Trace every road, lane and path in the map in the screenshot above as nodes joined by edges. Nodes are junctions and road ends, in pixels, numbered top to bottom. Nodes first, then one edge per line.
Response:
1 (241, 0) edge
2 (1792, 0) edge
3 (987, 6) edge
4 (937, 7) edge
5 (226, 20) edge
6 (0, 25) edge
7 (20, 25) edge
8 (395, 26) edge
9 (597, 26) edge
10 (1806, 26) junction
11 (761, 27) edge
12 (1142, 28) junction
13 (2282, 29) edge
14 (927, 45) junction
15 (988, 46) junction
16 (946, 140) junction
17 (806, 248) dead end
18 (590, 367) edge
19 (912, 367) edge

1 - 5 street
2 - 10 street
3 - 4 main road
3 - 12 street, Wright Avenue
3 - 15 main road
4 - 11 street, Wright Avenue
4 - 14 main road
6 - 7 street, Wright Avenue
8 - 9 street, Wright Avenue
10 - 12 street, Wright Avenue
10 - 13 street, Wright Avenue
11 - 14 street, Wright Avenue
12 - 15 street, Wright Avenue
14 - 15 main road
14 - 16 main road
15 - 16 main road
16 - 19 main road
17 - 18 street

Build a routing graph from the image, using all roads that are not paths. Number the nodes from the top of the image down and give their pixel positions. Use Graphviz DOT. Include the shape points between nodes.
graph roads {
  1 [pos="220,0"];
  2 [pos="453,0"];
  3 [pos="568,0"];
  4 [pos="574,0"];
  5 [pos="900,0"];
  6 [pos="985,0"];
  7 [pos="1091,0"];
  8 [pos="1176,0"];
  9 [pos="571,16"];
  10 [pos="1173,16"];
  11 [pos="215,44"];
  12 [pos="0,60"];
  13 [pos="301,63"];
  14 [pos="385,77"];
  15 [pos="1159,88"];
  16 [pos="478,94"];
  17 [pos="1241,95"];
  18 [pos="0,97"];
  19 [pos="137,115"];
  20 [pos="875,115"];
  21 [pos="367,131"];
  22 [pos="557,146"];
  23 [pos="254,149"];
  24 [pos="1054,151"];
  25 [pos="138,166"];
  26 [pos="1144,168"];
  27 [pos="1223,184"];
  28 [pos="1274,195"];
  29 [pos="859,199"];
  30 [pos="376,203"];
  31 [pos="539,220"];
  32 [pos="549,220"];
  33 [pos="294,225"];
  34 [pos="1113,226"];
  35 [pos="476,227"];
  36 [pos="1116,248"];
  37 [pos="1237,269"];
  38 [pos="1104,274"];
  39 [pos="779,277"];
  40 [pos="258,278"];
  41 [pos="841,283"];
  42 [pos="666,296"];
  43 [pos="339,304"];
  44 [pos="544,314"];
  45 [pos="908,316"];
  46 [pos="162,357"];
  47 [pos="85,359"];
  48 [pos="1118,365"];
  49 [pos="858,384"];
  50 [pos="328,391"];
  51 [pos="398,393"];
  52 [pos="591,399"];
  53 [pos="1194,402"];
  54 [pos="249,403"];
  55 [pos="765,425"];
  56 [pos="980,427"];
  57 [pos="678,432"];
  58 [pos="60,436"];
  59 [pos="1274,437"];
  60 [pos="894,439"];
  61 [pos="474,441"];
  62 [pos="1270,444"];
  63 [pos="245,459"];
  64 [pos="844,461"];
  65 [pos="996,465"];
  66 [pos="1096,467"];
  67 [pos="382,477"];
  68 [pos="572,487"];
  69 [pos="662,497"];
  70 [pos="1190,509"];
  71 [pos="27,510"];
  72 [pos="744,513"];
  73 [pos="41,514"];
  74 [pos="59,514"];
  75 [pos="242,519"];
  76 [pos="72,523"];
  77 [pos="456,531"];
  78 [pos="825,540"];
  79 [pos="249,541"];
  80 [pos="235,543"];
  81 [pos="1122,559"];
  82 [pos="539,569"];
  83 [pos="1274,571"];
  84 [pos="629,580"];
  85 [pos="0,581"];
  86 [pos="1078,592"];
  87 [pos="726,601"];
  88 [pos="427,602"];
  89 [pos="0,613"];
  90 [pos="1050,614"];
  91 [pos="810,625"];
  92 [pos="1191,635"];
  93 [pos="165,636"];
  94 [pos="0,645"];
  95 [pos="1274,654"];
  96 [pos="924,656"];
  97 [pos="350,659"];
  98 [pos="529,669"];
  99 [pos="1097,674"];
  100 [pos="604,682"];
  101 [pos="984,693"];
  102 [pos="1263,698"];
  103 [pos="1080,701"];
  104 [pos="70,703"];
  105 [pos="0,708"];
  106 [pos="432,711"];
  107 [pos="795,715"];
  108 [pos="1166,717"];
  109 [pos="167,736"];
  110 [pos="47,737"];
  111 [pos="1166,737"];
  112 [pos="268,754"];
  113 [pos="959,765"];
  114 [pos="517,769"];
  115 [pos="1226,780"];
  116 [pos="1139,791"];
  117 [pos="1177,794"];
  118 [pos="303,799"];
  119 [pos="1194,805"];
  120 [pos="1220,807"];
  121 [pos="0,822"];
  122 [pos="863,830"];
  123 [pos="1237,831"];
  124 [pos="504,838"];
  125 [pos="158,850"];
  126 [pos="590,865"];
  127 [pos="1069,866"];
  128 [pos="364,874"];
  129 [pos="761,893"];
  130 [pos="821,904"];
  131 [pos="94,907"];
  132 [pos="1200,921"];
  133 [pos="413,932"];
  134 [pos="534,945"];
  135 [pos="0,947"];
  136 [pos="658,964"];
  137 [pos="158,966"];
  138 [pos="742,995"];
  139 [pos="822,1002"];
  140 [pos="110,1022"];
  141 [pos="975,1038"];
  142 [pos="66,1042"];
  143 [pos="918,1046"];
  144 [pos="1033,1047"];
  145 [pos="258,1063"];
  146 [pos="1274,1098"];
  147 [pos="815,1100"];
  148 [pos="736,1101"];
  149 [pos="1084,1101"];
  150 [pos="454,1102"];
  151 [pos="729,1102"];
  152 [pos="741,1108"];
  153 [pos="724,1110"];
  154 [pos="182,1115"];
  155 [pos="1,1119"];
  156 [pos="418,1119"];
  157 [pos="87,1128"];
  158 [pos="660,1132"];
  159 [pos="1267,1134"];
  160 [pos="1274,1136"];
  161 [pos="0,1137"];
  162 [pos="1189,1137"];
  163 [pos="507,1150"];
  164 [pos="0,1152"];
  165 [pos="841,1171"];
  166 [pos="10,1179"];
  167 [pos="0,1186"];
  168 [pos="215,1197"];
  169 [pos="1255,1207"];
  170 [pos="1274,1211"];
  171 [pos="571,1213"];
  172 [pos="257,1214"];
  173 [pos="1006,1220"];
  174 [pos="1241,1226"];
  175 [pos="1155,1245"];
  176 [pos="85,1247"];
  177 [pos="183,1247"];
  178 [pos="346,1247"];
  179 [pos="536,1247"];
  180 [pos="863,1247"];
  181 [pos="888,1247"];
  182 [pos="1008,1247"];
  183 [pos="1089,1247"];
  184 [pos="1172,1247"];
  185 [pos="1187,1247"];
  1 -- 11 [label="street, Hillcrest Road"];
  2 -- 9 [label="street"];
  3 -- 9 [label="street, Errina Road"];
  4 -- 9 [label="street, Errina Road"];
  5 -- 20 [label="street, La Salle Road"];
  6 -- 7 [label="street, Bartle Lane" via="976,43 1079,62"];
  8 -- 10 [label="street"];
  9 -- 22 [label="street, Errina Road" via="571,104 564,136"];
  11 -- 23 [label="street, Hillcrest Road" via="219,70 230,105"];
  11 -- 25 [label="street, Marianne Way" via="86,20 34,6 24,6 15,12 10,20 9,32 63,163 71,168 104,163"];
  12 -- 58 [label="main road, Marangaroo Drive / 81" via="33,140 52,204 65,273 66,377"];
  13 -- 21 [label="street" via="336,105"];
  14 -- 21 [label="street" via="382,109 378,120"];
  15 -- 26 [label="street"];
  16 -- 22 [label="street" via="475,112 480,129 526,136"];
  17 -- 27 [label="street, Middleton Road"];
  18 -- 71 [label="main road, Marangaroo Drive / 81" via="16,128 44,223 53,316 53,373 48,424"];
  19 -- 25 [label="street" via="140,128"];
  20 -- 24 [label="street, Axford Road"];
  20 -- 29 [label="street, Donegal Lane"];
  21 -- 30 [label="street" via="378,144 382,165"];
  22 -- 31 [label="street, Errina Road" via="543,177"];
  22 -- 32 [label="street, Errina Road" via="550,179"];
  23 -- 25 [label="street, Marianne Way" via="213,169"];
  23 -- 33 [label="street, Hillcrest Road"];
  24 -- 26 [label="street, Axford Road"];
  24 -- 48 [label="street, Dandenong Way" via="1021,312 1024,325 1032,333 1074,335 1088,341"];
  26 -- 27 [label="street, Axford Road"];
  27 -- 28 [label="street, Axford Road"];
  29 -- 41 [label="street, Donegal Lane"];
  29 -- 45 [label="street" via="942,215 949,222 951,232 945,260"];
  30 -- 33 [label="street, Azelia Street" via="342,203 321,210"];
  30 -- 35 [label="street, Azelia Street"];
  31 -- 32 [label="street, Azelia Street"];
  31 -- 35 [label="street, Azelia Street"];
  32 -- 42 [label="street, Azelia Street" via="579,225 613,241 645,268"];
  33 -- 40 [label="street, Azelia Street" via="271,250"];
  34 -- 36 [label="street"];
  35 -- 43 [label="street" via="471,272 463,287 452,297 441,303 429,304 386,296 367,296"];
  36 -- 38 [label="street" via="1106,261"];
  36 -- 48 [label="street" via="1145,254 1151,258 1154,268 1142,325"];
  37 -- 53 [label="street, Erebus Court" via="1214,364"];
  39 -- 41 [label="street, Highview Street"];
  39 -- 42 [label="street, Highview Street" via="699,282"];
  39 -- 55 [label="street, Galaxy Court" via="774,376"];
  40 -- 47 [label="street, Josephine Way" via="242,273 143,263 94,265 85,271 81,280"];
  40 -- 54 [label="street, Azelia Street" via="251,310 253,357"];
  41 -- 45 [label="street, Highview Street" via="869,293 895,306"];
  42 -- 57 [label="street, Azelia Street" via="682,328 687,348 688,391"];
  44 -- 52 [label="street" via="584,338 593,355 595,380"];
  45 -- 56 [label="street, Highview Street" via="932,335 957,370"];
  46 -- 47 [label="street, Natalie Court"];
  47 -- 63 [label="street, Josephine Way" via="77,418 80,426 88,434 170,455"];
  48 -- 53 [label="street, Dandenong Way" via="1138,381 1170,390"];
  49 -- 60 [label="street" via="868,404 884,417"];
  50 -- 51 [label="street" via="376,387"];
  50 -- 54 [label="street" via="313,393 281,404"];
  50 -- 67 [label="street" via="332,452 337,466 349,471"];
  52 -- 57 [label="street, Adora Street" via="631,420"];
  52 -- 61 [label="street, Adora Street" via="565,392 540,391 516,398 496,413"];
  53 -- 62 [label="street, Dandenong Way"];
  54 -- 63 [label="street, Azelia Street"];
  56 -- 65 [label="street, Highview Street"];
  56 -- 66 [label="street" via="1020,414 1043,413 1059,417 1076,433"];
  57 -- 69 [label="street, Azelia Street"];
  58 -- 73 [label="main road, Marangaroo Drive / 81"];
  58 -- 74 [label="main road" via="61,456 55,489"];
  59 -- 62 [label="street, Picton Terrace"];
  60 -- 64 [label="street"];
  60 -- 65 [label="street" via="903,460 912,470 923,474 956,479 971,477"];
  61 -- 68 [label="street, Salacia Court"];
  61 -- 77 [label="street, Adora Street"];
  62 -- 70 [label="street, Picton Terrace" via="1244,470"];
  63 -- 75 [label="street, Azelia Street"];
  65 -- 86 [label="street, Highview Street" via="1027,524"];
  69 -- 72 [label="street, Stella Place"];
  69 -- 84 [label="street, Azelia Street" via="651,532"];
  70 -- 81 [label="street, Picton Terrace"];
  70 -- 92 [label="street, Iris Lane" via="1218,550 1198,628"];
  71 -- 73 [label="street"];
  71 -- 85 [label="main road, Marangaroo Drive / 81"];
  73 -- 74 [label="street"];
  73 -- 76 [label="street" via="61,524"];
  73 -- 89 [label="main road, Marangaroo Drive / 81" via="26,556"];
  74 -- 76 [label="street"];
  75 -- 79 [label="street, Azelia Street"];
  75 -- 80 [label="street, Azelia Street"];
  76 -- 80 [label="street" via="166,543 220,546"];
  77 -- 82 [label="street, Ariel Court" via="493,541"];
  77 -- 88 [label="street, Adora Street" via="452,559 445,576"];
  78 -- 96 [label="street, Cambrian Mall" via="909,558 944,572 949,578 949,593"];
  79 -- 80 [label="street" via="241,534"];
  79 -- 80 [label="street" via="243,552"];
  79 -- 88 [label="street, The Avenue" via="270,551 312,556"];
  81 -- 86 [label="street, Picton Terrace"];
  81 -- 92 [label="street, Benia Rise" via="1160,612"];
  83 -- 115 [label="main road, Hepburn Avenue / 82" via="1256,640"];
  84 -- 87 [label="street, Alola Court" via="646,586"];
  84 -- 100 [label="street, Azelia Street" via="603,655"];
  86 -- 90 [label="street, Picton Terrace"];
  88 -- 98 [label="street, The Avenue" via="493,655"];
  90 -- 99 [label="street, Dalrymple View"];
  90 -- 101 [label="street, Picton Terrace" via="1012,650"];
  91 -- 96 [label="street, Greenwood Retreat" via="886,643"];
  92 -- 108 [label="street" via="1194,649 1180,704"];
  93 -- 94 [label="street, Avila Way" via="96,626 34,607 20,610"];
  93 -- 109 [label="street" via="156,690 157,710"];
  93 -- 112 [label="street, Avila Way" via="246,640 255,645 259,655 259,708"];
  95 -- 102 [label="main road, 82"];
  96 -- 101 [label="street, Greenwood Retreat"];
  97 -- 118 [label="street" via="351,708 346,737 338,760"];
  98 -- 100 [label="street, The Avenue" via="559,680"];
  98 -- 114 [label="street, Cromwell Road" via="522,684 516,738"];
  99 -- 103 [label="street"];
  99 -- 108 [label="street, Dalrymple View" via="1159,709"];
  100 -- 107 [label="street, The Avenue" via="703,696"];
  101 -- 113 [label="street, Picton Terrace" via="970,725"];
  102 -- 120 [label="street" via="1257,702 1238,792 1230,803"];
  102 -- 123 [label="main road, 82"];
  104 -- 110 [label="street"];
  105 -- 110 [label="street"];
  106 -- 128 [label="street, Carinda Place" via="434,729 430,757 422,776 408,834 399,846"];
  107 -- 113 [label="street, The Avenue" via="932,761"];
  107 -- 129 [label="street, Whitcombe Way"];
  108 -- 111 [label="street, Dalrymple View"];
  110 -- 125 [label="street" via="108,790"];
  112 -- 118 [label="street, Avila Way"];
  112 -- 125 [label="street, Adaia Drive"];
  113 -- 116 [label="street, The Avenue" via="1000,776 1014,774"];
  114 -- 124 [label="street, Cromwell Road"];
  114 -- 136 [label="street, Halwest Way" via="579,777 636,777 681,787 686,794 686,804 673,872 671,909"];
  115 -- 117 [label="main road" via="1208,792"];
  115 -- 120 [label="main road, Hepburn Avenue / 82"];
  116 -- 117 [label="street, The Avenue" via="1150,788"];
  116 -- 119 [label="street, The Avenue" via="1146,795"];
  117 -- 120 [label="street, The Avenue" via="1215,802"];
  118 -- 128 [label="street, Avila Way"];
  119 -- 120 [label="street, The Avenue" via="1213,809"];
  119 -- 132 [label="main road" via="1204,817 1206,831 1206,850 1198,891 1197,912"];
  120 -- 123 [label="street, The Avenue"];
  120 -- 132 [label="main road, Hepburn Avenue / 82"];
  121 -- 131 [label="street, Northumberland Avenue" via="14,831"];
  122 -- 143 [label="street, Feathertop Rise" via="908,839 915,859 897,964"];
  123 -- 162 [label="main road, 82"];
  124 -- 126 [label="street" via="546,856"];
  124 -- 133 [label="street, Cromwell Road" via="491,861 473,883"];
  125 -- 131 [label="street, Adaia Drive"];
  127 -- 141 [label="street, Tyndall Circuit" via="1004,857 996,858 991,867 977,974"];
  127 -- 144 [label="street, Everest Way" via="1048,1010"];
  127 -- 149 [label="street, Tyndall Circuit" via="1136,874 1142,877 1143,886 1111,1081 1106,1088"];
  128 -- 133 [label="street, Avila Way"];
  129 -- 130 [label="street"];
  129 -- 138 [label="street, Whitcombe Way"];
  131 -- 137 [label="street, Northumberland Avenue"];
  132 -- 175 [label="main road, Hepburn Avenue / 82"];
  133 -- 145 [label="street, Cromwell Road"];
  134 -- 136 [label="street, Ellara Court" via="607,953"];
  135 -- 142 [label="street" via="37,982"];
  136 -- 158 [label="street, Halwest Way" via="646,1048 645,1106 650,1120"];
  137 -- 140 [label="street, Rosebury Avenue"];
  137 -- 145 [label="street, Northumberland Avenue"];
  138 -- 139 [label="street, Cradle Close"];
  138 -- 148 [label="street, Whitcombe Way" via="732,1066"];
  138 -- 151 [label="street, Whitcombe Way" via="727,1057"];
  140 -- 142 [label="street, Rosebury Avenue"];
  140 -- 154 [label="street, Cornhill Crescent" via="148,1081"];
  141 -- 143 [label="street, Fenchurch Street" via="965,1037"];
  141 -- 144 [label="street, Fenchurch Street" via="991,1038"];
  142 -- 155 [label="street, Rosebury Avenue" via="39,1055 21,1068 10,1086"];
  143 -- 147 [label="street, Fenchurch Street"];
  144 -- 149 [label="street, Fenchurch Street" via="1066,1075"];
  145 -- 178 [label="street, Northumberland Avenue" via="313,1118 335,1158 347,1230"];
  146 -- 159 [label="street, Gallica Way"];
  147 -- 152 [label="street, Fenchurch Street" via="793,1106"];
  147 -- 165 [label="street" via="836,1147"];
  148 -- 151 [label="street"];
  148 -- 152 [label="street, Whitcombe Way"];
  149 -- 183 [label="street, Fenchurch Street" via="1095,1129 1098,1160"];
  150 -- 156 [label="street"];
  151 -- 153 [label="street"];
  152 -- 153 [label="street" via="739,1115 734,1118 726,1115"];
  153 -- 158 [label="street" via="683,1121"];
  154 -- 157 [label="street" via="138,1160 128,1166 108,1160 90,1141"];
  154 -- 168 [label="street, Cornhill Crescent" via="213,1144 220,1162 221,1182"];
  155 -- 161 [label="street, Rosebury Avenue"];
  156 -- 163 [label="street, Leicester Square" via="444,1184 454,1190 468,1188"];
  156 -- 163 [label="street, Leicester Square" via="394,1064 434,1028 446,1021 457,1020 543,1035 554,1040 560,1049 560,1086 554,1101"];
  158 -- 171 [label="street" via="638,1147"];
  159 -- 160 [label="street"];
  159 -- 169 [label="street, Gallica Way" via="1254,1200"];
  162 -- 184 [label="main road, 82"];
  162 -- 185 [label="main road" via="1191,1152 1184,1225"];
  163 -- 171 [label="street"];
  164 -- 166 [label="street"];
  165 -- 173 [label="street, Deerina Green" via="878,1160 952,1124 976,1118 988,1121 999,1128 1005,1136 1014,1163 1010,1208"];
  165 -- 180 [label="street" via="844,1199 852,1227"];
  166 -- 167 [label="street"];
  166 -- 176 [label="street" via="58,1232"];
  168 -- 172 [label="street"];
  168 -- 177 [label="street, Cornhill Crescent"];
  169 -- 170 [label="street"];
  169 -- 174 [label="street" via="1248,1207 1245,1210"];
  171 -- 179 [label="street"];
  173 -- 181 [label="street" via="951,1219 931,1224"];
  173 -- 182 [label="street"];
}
□ □ □ □ □ □ □
**Task to carry out**.
The string to find is "Marianne"; copy every line of the listing that has it.

**Answer below**.
  11 -- 25 [label="street, Marianne Way" via="86,20 34,6 24,6 15,12 10,20 9,32 63,163 71,168 104,163"];
  23 -- 25 [label="street, Marianne Way" via="213,169"];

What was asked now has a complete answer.